Eventually, that virulent anti-Catholicism (and the anti-Semitism that usually accompanied it) subsided.

Racism–America’s “original sin”–has proved harder to eradicate. When President Obama took office, racist sentiments that had largely been confined to family dinners, “humorous” emails and small town bars once again erupted into so-called “polite society.”

And that racism has now joined with seething anti-immigrant, and especially anti-Muslim, xenophobia.

Yesterday, at Talking Points Memo, Josh Marshall posted a thoughtful–and frightening–piece about Donald Trump and the pernicious influence of the Fox News “worldview.”

I know I’m preaching to the choir when it comes to noting the factual shortcomings of Fox News. But this is why this isn’t really about Trump. Trump’s genius — and I don’t use that word loosely — is that he is an intuitive. He can feel the public mood in ways that none of these others can. I don’t think Trump began his campaign with really any of this. “Mexicans” were his thing. But even that was I think largely shtick. Terrorism and Muslim-hating wasn’t his thing. But like a gifted jazz musician, he can pick up the rhythms of whatever group he’s sitting in with, adapt, improvise and take them further. Yes, he’s almost a Coltrane of hate and incitement. But it’s not about Trump. It’s about his supporters. A big chunk of the Republican base is awash in racism and xenophobic hysteria. And this is the food that they feed on every day. It’s a societal sickness and we can’t ignore it.

It’s one thing to discuss this emerging fascism in the abstract; it’s heartbreaking to confront it personally.

I have a young colleague who joined our faculty right after earning her doctorate about five years ago. She’s a sweet, delightful person–not only a good teacher and researcher, but an unfailingly collaborative and helpful co-worker. Since moving to Indiana, she and her husband have had two little girls.

She’s Muslim. And she’s terrified.

She’s gotten hate mail. In a masterpiece of understatement, she says she’s found the rhetoric “very hurtful.” She and her husband are increasingly afraid to go out. As she told me yesterday, people in her suburban neighborhood and at the University have been supportive and welcoming, but it only takes one –one (armed) unbalanced person to respond to the rhetoric and do the unthinkable.

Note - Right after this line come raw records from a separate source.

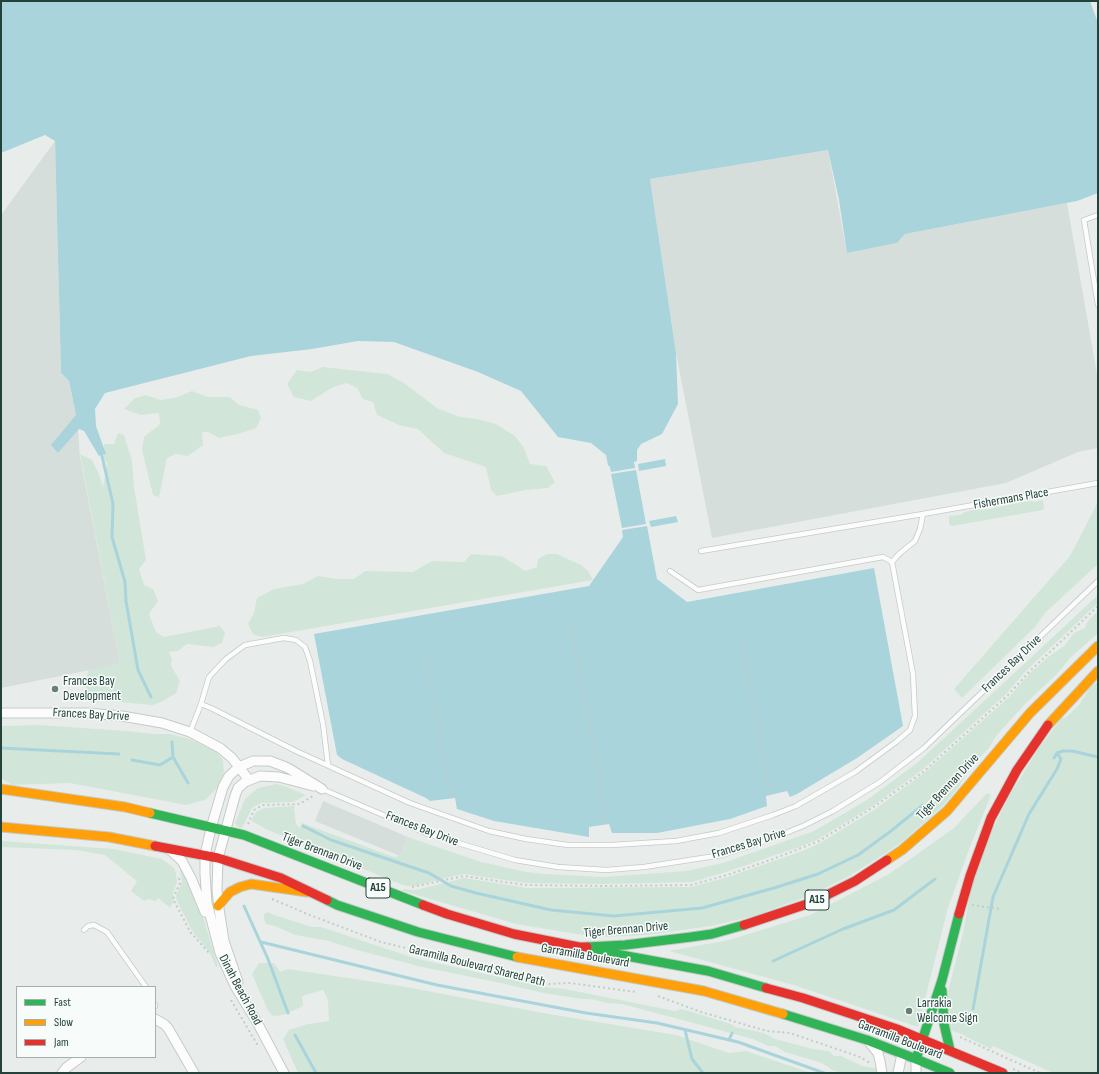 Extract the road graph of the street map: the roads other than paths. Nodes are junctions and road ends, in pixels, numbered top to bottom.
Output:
1 (1098, 215) edge
2 (1098, 305) edge
3 (1098, 483) edge
4 (923, 514) junction
5 (701, 551) dead end
6 (892, 562) junction
7 (670, 571) dead end
8 (1098, 581) edge
9 (1098, 646) edge
10 (1098, 671) edge
11 (201, 704) junction
12 (1, 712) edge
13 (190, 732) junction
14 (328, 765) junction
15 (239, 767) junction
16 (249, 780) junction
17 (1, 789) edge
18 (322, 789) junction
19 (1, 827) edge
20 (211, 828) junction
21 (225, 830) junction
22 (168, 848) junction
23 (206, 855) junction
24 (218, 858) junction
25 (309, 892) junction
26 (218, 906) junction
27 (84, 930) dead end
28 (216, 939) junction
29 (578, 947) junction
30 (942, 980) junction
31 (145, 986) edge
32 (244, 1002) junction
33 (156, 1020) edge
34 (922, 1039) junction
35 (867, 1040) junction
36 (907, 1044) junction
37 (950, 1050) junction
38 (80, 1058) edge
39 (916, 1059) junction
40 (62, 1073) edge
41 (194, 1073) edge
42 (284, 1073) edge
43 (882, 1073) edge
44 (898, 1073) edge
45 (916, 1073) edge
46 (950, 1073) edge
47 (1003, 1073) edge

1 - 2 lane
3 - 4 lane, Fishermans Place
4 - 5 lane, Fishermans Place
4 - 6 lane
6 - 7 lane
6 - 14 lane
8 - 18 lane, Frances Bay Drive
9 - 29 main road, Tiger Brennan Drive / A15
10 - 30 main road
11 - 13 lane
11 - 14 lane
11 - 14 lane
12 - 13 street, Frances Bay Drive
13 - 15 street, Frances Bay Drive
15 - 16 street, Frances Bay Drive
15 - 18 street, Frances Bay Drive
15 - 20 street, Dinah Beach Road
16 - 18 street, Frances Bay Drive
16 - 21 street
17 - 20 main road, Tiger Brennan Drive / A15
19 - 22 main road
20 - 21 main road, Tiger Brennan Drive / A15
20 - 23 street, Dinah Beach Road
21 - 24 street
21 - 29 main road, Tiger Brennan Drive / A15
22 - 23 main road
22 - 28 street
23 - 24 main road
23 - 28 street, Dinah Beach Road
24 - 25 main road, Garramilla Boulevard
24 - 26 street
25 - 26 main road
25 - 35 main road, Garramilla Boulevard
26 - 32 street
27 - 31 lane
28 - 32 street, Dinah Beach Road
29 - 36 main road, Garramilla Boulevard
30 - 34 main road
30 - 37 main road
32 - 42 street, Dinah Beach Road
33 - 41 street
34 - 36 main road, Garramilla Boulevard
34 - 37 main road, Garramilla Boulevard
34 - 39 main road
35 - 36 main road, Garramilla Boulevard
35 - 43 street
36 - 39 main road, Garramilla Boulevard
36 - 44 street
37 - 47 main road, Garramilla Boulevard
38 - 40 street
39 - 45 street
39 - 46 main road, Garramilla Boulevard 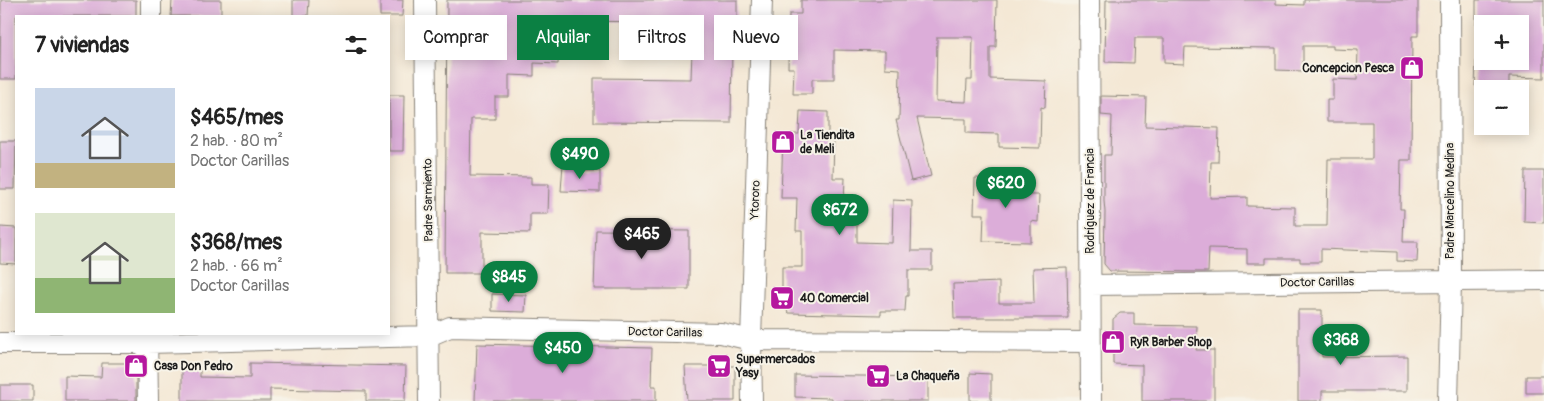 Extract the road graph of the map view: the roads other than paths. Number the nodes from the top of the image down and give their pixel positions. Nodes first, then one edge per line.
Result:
1 (151, 0) edge
2 (425, 0) edge
3 (762, 0) edge
4 (1089, 0) edge
5 (1450, 0) edge
6 (151, 15) edge
7 (1544, 280) edge
8 (1451, 281) junction
9 (1090, 285) junction
10 (430, 336) junction
11 (147, 338) edge
12 (751, 340) junction
13 (1090, 342) junction
14 (0, 343) edge
15 (148, 401) edge
16 (429, 401) edge
17 (752, 401) edge
18 (1091, 401) edge
19 (1448, 401) edge

1 - 6 street
2 - 10 street, Padre Sarmiento
3 - 12 street, Ytororo
4 - 9 street, Rodríguez de Francia
5 - 8 street, Padre Marcelino Medina
7 - 8 street, Doctor Carillas
8 - 9 street, Doctor Carillas
8 - 19 street, Padre Marcelino Medina
9 - 13 street, Rodríguez de Francia
10 - 11 street, Doctor Carillas
10 - 12 street, Doctor Carillas
10 - 16 street, Padre Sarmiento
11 - 14 street, Doctor Carillas
11 - 15 street
12 - 13 street, Doctor Carillas
12 - 17 street, Ytororo
13 - 18 street, Rodríguez de Francia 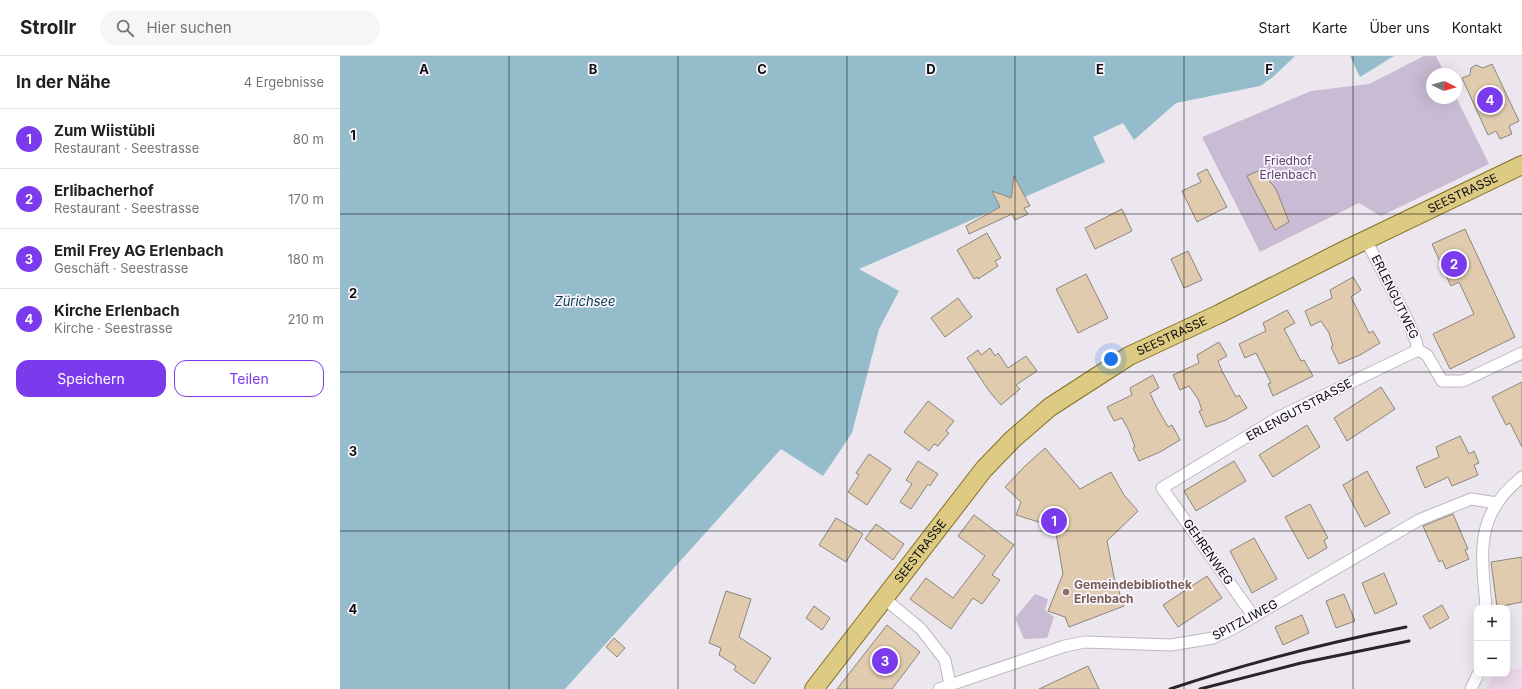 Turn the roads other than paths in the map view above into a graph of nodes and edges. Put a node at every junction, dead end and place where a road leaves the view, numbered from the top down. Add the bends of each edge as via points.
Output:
1 (1522, 166) edge
2 (1366, 240) junction
3 (1418, 350) junction
4 (1522, 353) edge
5 (1522, 477) edge
6 (1162, 488) joint
7 (1497, 503) junction
8 (885, 599) junction
9 (1486, 605) edge
10 (1254, 617) junction
11 (1477, 677) edge
12 (944, 687) edge
13 (814, 689) edge
14 (1471, 689) edge

1 - 2 main road, SEESTRASSE
2 - 3 street, ERLENGUTWEG via 1408,321
2 - 8 main road, SEESTRASSE via 1129,356 1050,407 1013,439 984,470
3 - 4 street, ERLENGUTWEG via 1427,355 1442,381 1463,381
3 - 6 street, ERLENGUTSTRASSE via 1279,418
5 - 7 street
6 - 10 street, GEHRENWEG
7 - 9 street via 1487,520 1482,542
7 - 10 street, SPITZLIWEG via 1470,499 1419,520
8 - 12 street via 921,629 944,660
8 - 13 main road, SEESTRASSE
10 - 12 street, SPITZLIWEG via 1213,638 1192,642 1171,645 1085,642 1065,646
11 - 14 street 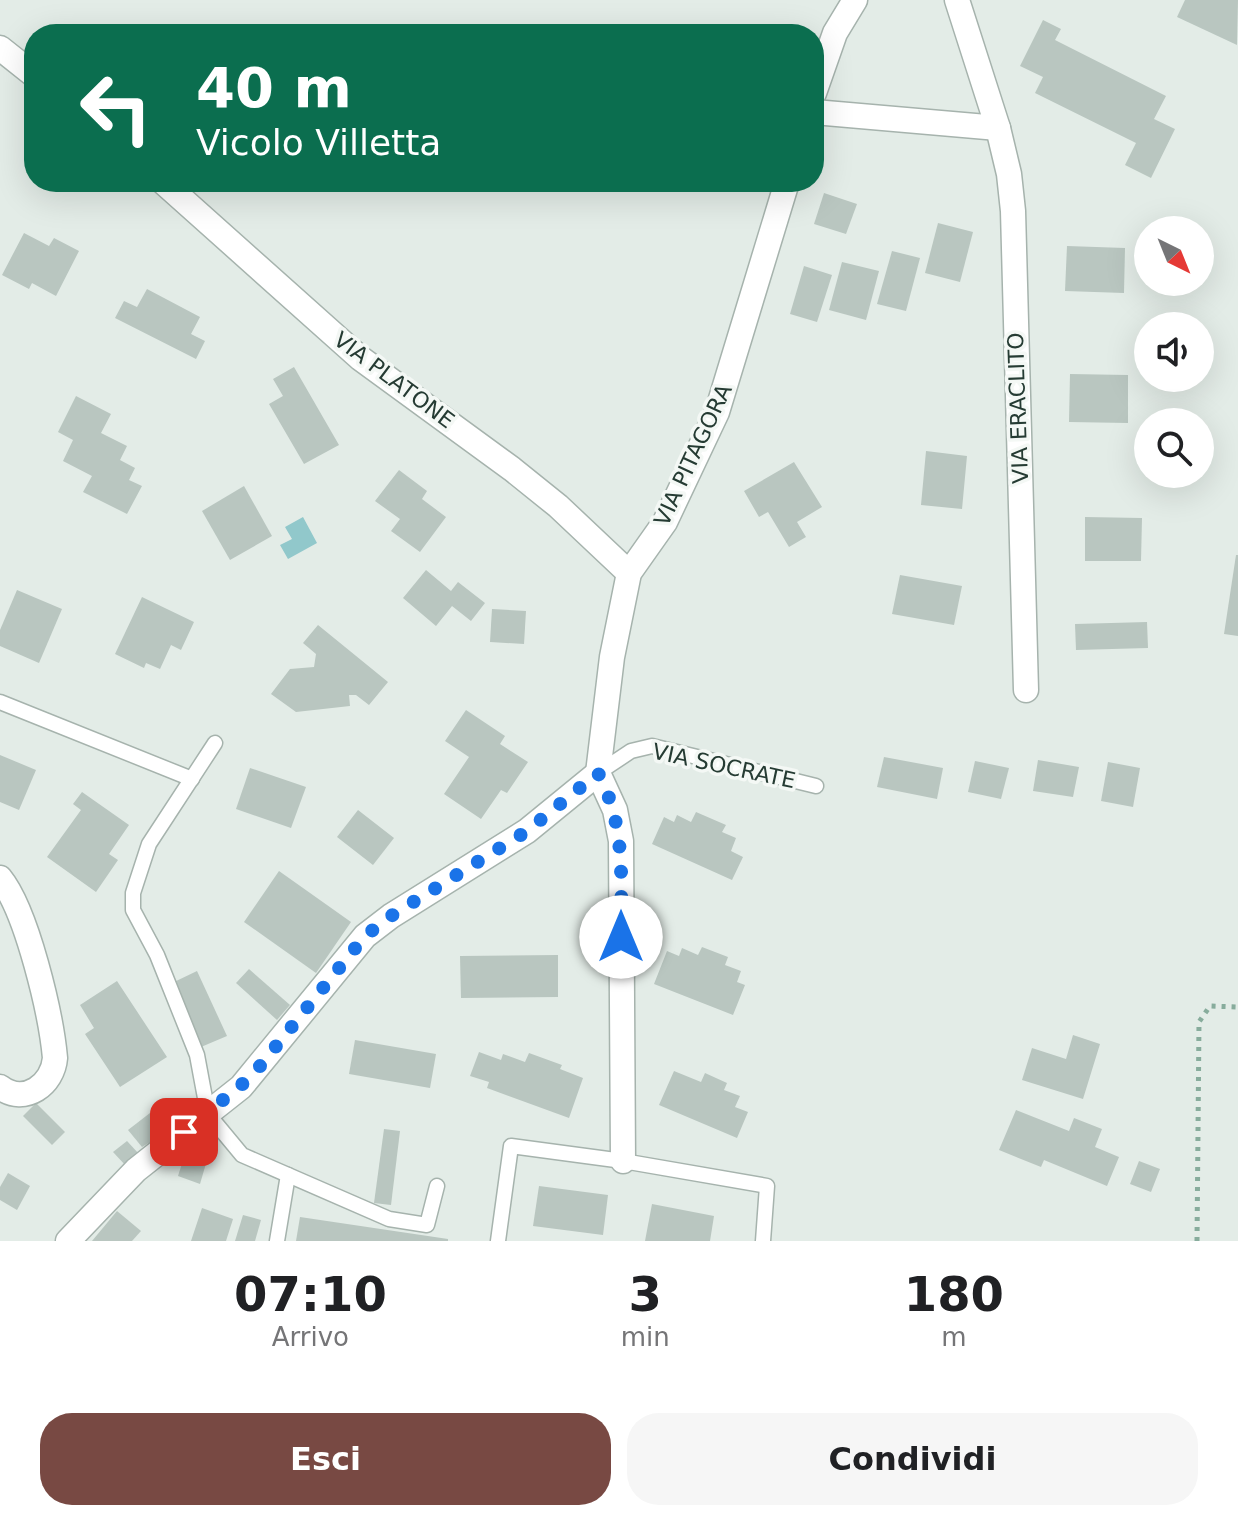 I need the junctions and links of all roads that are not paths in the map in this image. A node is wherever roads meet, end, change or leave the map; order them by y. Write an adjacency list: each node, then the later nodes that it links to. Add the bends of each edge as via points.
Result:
1 (855, 0): 4 (street)
2 (957, 0): 7 (street, VIA ERACLITO)
3 (0, 48): 5 (street)
4 (824, 64)
5 (24, 67)
6 (824, 113): 7 (street)
7 (998, 128): 11 (street, VIA ERACLITO, via 1012,202)
8 (174, 192): 10 (street, VIA PLATONE, via 360,358 512,469)
9 (784, 192): 10 (street, VIA PITAGORA, via 717,412 665,522)
10 (629, 573): 14 (street, VIA PITAGORA)
11 (1026, 690)
12 (0, 702): 15 (lane)
13 (215, 743): 15 (lane)
14 (598, 773): 16 (lane, VIA SOCRATE, via 631,751 652,746); 19 (street, via 527,831 365,936 252,1076); 20 (street, via 615,810 621,841)
15 (192, 779): 19 (lane, via 149,844 133,893 133,910 197,1055)
16 (816, 786)
17 (0, 878): 18 (street, via 25,930 55,1058 53,1074 39,1089)
18 (2, 1093)
19 (208, 1114): 21 (lane, via 242,1155); 23 (street, via 136,1170)
20 (623, 1161): 25 (lane, via 511,1146); 26 (lane, via 767,1186)
21 (288, 1175): 22 (lane, via 389,1219 427,1225); 24 (lane)
22 (437, 1186)
23 (68, 1241)
24 (277, 1241)
25 (498, 1241)
26 (763, 1241)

She may stop wearing her headscarf. “I have small children.”

I came home and cried.

We are about to see whether Americans have learned anything from history–ours or others’. We are about to see whether we can isolate and contain this virus. We are about to see whether America is truly better than this.

Edmund Burke said it best: The only thing necessary for the triumph of evil is for good men to do nothing.

This is a test.


  1. Pete,

    “Perhaps a minor point Marv but viruses can’t die any more than salt can. Neither is living. They can fall on hard times by not finding a way to reproduce but they they just wait until an opportunity comes along.”

    Thanks. You’re right.

    And what you pointed out is more than minor. The following is a quote by Peter Wyden author of “The Hitler Virus: The Insidious Legacy of Adolf Hitler” (Peter H. Wyden, Inc., 2001):

    “I once believed that as the aging German population disappeared the Hitler virus would die with it. And yet, at the dawn of a new century, more than fifty-five years after the death of Adolf Hitler, there are alarming indications that the virus is still very much alive and that his “Political Testament,” dictated on April 30, 1945, the day before his death, predicting that “the consolidation of the Nazi state represents the work of centuries to come,” was frighteningly accurate.”